On the campaign trail, Barack Obama made an issue of the ostensibly lax state of antitrust enforcement during the Bush administration. Christine Varney’s first public act as head of the Antitrust Division was to withdraw the Bush Antitrust Division’s unilateral
monopolization report and announce that trustbusting against dominant firms was back on the agenda.  Expectations were high for an antitrust revival.  The antitrust world waited for the first shoe to drop in Washington.

So far, the shoe hasn’t dropped.  For all of the sound and fury, things have been relatively tame at the Antitrust Division.  At least from the outsider perspective, things look like business as usual: anti-cartel enforcement, consent decrees on controversial mergers.

Things have been a little different at the FTC, with the filing of the Intel case.  But it’s hard to put that one on the Obama administration, since the complaint was authorized by three commissioners appointed in previous administrations.  And, in any case, the FTC is supposed to be a politically independent commission (thanks to Humphrey’s Executor).

Last November, the St. Petersburg Times interviewed me for their PolitiFact.com service, which follows up on politicians’ campaign promises.  They wanted to know whether Obama had lived up to his campaign promise to reinvigorate antitrust enforcement.  At that time, I was cautious, telling them: “We haven’t seen the filing of any big cases, but that could be because it takes time to develop those cases, and they’re still working on them.”

I’m now ready to abandon my earlier caution and declare that there is some apparent dissonance between Obama’s campaign rhetoric and the reality on the ground at DOJ.  Mind you, I’m not criticizing for now: just observing.

Assuming I’m right about the dissonance, what’s the story?  My leading contender — one that is the subject of a forthcoming essay in the Antitrust Law Journal — is that antitrust enforcement is almost always put on the back burner during major economic crises.  Although I have little inside information about decision-making inside the beltway, I have some reason to believe that the White House has put the brakes on the Antitrust Division because of the economic circumstances.  (If any readers of this blog have contrary knowledge, I would be happy to stand corrected).

It also may be that I’m jumping the gun and the DOJ has a slew of big cases waiting in the wings.  They are certainly conducting some big investigations that could lead to Microsoftesque cases.  One of the downsides of blogging about something not happening is that it could happen the next day.  (One of the nice things about a blog is that your prior statement can then be updated the next day).

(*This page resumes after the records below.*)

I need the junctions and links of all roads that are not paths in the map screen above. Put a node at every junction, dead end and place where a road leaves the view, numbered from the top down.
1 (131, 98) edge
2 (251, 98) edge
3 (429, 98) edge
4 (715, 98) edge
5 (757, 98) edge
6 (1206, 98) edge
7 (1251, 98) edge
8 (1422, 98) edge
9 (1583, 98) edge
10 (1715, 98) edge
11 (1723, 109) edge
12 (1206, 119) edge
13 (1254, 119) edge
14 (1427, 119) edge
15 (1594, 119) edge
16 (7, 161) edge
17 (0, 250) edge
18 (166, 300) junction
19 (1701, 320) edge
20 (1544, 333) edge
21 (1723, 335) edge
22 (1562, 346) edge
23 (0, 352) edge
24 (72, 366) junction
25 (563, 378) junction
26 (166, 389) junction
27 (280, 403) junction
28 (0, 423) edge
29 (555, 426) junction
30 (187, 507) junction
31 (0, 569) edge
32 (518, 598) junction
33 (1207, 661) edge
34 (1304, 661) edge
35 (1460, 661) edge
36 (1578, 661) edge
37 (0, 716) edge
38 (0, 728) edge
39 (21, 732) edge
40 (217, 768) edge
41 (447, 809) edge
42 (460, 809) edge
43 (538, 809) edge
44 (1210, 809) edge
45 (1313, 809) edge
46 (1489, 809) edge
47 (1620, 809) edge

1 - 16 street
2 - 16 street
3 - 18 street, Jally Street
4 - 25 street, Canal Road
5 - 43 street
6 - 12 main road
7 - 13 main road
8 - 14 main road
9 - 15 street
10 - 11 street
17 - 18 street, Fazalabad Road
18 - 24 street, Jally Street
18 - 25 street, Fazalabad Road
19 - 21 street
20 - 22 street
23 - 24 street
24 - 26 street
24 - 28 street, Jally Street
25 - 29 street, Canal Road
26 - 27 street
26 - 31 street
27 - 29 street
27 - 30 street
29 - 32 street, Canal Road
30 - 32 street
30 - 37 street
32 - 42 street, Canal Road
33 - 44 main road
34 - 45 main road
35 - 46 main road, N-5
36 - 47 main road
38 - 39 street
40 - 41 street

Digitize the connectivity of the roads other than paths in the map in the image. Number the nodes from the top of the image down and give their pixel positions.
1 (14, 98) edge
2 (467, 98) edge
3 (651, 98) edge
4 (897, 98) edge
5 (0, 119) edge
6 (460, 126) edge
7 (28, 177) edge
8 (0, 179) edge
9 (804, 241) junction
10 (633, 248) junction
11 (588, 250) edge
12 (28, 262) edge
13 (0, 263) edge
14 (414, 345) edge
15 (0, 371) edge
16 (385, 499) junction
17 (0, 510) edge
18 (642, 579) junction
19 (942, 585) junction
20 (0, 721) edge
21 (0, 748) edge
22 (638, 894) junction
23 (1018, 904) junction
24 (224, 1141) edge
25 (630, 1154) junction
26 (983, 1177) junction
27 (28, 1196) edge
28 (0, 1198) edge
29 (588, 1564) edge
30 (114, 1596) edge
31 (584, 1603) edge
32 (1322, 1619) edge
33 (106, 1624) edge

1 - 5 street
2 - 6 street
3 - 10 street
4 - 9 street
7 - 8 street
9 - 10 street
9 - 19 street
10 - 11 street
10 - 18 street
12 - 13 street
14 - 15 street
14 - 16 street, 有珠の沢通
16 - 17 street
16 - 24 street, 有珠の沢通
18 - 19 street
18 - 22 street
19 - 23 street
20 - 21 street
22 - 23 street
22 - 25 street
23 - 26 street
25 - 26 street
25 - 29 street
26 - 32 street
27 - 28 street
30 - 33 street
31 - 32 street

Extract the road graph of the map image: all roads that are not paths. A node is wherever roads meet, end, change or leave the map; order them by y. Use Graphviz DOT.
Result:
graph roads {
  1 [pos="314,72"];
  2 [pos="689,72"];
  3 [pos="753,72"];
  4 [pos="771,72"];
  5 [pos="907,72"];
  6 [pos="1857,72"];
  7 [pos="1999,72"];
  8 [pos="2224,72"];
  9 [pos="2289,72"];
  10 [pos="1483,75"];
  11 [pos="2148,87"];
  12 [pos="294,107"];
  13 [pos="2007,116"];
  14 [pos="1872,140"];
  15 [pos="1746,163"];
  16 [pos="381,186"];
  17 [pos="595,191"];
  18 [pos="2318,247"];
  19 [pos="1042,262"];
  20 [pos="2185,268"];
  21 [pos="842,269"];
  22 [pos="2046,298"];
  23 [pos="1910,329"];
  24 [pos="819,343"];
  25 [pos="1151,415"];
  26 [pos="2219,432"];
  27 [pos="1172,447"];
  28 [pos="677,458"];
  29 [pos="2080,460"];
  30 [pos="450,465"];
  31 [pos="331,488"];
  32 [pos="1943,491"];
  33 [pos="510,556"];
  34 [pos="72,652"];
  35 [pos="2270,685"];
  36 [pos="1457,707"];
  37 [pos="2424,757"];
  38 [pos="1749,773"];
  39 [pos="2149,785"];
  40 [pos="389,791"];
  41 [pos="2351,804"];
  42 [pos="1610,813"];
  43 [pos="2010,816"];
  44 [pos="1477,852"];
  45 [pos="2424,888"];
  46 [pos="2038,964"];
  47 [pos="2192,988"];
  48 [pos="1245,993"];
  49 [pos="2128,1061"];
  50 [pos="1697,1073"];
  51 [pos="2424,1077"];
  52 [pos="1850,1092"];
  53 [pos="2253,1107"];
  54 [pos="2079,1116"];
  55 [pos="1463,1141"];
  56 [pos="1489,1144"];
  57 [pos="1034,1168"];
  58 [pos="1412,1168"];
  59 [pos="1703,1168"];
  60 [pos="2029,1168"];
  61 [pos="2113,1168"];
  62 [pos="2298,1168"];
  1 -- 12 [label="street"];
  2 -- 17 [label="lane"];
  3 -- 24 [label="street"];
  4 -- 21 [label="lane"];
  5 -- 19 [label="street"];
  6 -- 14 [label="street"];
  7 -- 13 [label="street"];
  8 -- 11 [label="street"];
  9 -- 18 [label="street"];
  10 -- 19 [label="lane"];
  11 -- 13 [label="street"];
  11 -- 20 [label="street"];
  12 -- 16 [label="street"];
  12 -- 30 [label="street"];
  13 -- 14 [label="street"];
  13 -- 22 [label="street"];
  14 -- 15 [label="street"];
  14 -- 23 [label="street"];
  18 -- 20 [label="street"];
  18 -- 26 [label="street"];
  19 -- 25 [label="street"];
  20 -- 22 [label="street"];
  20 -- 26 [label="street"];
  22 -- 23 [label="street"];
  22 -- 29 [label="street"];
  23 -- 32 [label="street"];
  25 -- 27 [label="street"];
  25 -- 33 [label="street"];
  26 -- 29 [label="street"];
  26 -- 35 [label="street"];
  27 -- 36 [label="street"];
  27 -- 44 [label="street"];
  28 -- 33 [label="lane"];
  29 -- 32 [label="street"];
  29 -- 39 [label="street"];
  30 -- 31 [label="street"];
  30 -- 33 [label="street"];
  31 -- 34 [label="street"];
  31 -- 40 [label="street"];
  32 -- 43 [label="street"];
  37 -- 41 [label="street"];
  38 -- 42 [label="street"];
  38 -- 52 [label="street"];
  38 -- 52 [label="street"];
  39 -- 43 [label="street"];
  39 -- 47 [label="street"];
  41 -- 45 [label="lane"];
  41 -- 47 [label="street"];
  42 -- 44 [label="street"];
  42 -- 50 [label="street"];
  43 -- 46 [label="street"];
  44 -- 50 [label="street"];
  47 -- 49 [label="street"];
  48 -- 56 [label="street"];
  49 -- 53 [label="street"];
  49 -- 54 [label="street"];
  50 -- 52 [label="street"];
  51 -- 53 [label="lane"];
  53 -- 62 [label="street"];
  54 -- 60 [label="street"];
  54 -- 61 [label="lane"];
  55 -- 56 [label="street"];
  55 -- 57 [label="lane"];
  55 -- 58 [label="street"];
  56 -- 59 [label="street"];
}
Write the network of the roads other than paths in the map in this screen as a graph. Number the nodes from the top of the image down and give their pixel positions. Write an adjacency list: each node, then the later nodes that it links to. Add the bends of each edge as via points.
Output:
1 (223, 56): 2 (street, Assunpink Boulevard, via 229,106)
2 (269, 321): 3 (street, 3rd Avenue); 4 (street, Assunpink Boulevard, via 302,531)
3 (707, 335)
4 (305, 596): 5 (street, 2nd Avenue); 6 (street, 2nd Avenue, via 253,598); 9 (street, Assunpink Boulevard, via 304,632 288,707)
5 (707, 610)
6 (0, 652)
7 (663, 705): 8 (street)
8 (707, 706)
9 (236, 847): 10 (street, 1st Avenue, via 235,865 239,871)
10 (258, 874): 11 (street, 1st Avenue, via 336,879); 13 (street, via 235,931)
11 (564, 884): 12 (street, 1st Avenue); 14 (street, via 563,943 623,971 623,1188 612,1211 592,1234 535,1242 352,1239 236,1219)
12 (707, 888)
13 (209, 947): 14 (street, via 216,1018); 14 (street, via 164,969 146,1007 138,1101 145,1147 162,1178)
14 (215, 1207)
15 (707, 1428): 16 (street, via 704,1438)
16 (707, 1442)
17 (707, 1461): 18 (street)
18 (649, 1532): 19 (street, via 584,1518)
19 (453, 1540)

But this last possibility raises a different and quite subtle issue: how do we measure the real effectiveness or vigor of antitrust enforcement, when its chief function is deterrence?  In a world of perfect deterrence, there would be no antitrust cases filed.  This is a paradox of law enforcement.  The Bush Administration collected record fines in cartel cases, but that might be nothing more than evidence of an explosion of cartel behavior because of a perception that enforcement would be lax.  Perhaps the current mildness out of the Antitrust Division is merely the consequence of the President and AAG having threatened large companies with severe sanctions for misbehaving with the consequence that the ostensible offenders retreated from their worst practices to wait out the current administration.  If so, the dissonance between rhetoric and practice is merely the sound of deterrent success.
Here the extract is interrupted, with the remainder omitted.